I have a sequence of bits $$ 111011011110 $$ and need to detect two errors(without correction) using Hamming codes. Hamming codes contain a control bit in each $2^n$ position. Hence I should put this control bits in their positions.
$$ 0010110011011110 $$
I've found a simple explanation of how to count the code for a sequence of bits. It says that each control bit responds for the following bits using these rules: First control bit responds for $2^n$ position and each following bit through $2^n$ . So the first bit responds for the first, third, fifth and etc. bits. The second control bit responds for 2nd, 3rd, 6th, 7th, 10th, 11th and etc. bits. Third control bit(which is on the 4th position) responds for 4th, 5th, 6th, 7th, 12th, 13th etc. bits. And so on. The value of each of the controls bits is counted as a modulo sum of the bits, which this control bit responds for.
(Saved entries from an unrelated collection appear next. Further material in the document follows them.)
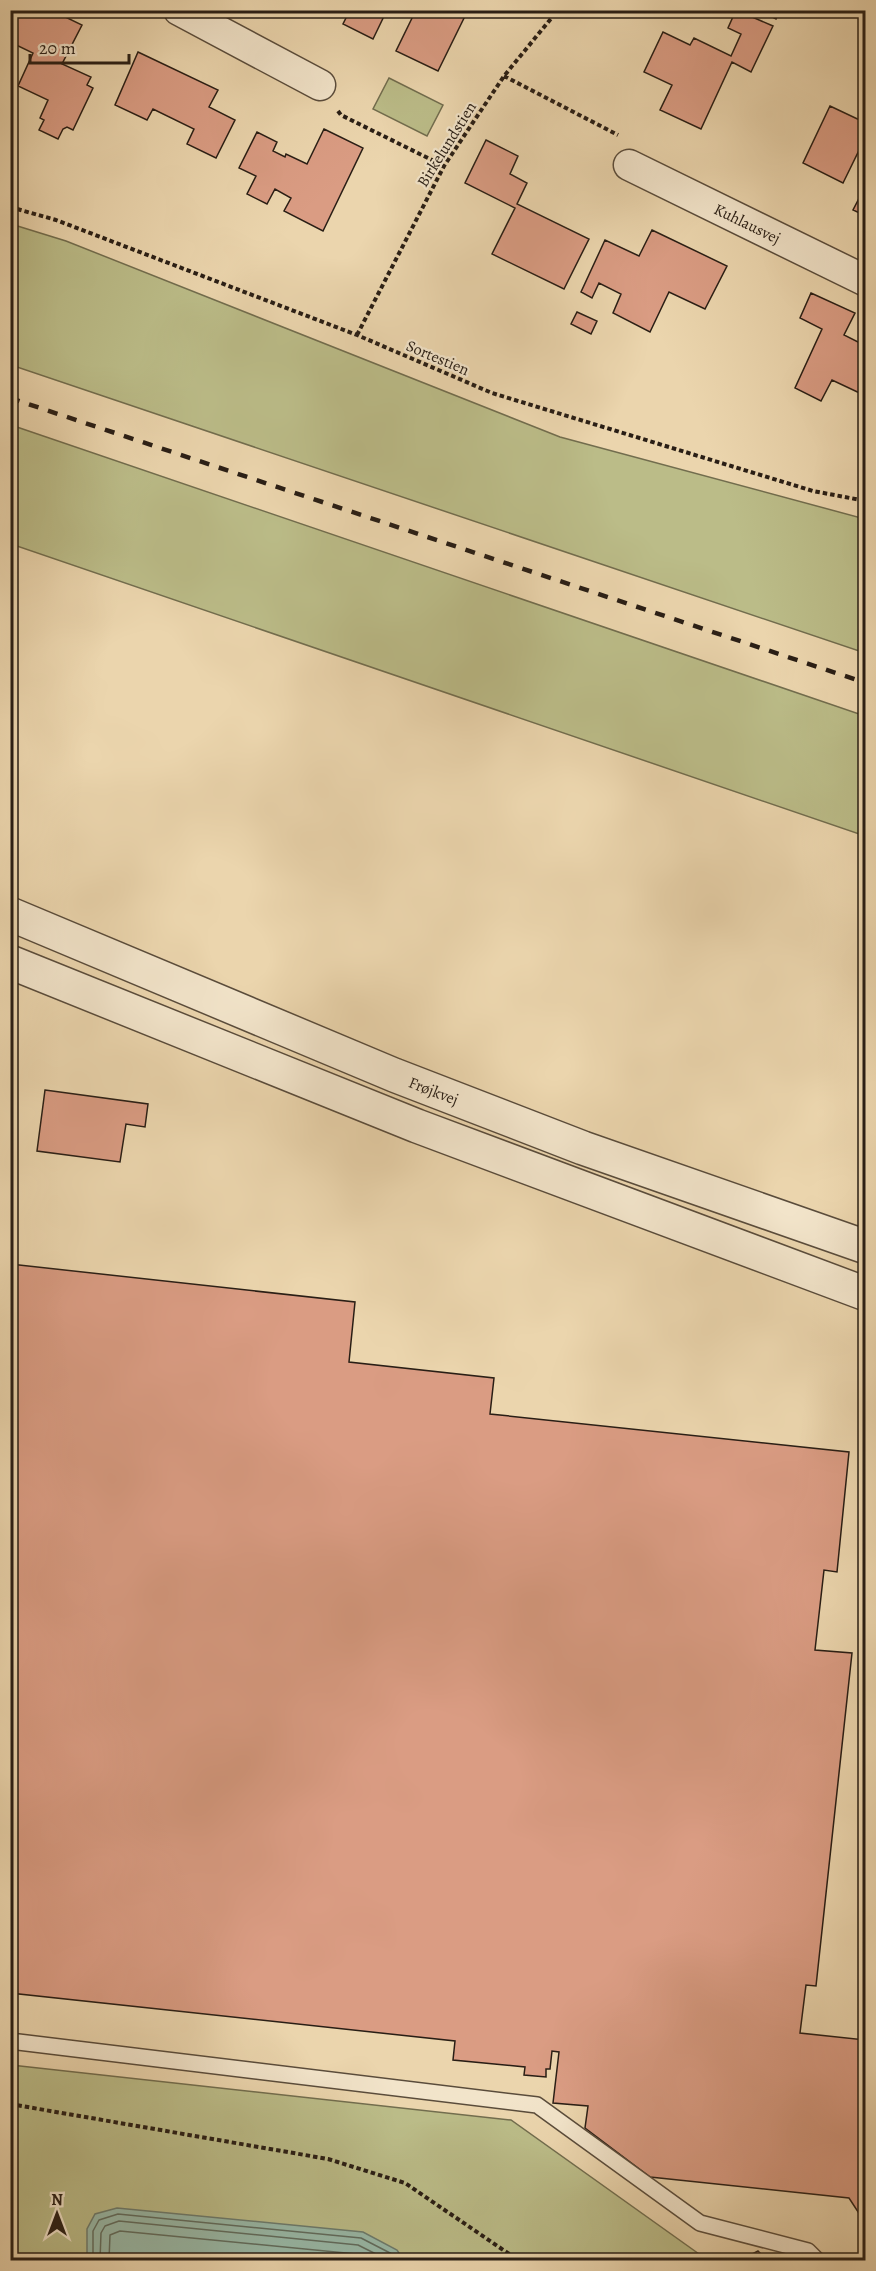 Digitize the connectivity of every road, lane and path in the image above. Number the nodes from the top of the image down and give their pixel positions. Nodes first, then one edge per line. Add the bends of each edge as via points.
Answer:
1 (179, 10) edge
2 (558, 10) edge
3 (504, 76) junction
4 (320, 85) joint
5 (629, 165) joint
6 (444, 166) junction
7 (10, 207) edge
8 (866, 281) edge
9 (357, 335) junction
10 (866, 501) edge
11 (10, 914) edge
12 (10, 962) edge
13 (866, 1247) edge
14 (866, 1294) edge
15 (10, 2041) edge
16 (10, 2104) edge
17 (518, 2260) edge
18 (817, 2260) edge

1 - 4 street
2 - 3 path, Birkelundstien
3 - 5 path via 617,134
3 - 6 path, Birkelundstien
4 - 6 path via 341,115
5 - 8 street, Kuhlausvej
6 - 9 path, Birkelundstien
7 - 9 path, Sortestien via 56,220
9 - 10 path, Sortestien via 492,393 813,491
11 - 13 street, Frøjkvej via 406,1079 583,1148
12 - 14 street via 417,1126
15 - 18 lane via 537,2105 700,2223 808,2251
16 - 17 path via 328,2159 405,2183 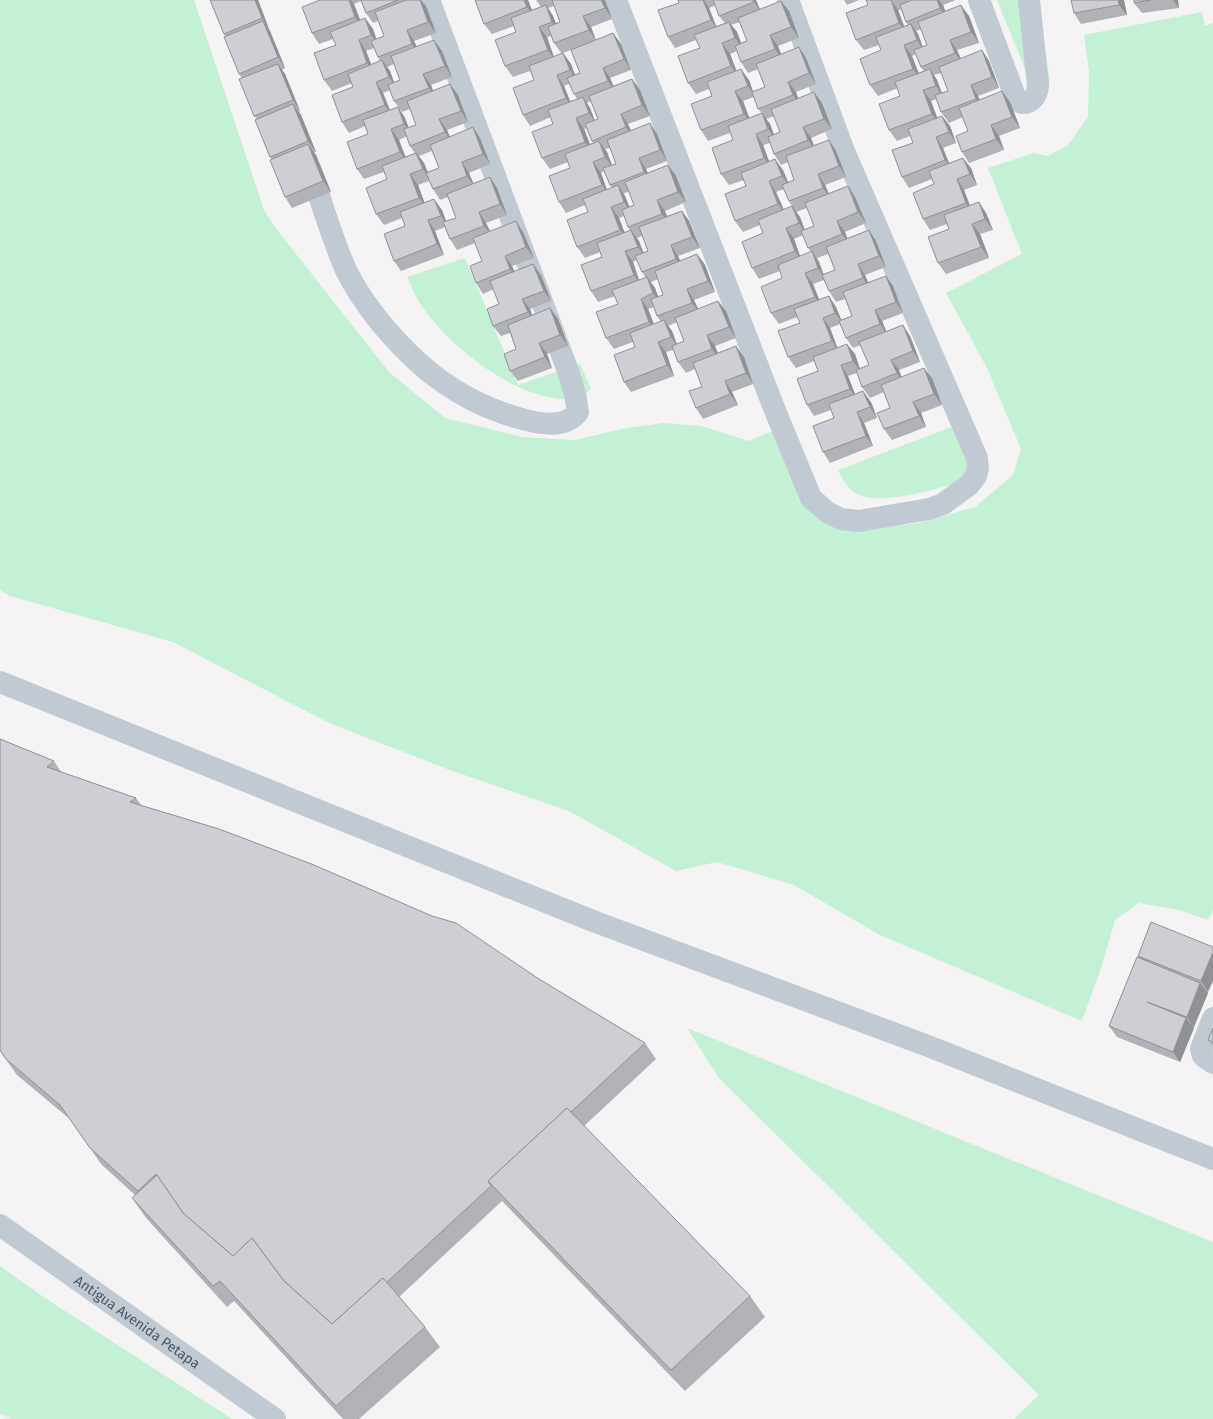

Here is an illustration of what I mean:
Assuming this rule is right, the last 16th bit(after control bits addition) is not under the responsibility of any of the control bits.
So the question is: How can I detect double error(only detect, not correct) for the given sequence of bits using the Hamming code?
As discussed, you cannot find out if exactly two errors appeared: The Hamming code is a perfect code of minimum distance $3$. Thus, if you have a codeword $c$ which after two errors is transmitted as the codeword $e$, there is always another codeword $c'$ with differs from $e$ only in a single position (since in the perfect Hamming code, the Hamming balls of radius $1$ centered at the codewords cover the Hamming space).
For detecting if a transmitted word $e$ is erroneous, you can apply the standard method for linear codes: Take a parity-check matrix $H$ of the Hamming code. Then compute the product $He$. If it is not the zero vector, you know for sure that $e$ is not a codeword, which means that there is at least one error. By the minimum distance $3$ of the Hamming code, you will detect all cases where a single or two errors appeared (but you don't know the exact number), and some of the cases with more errors.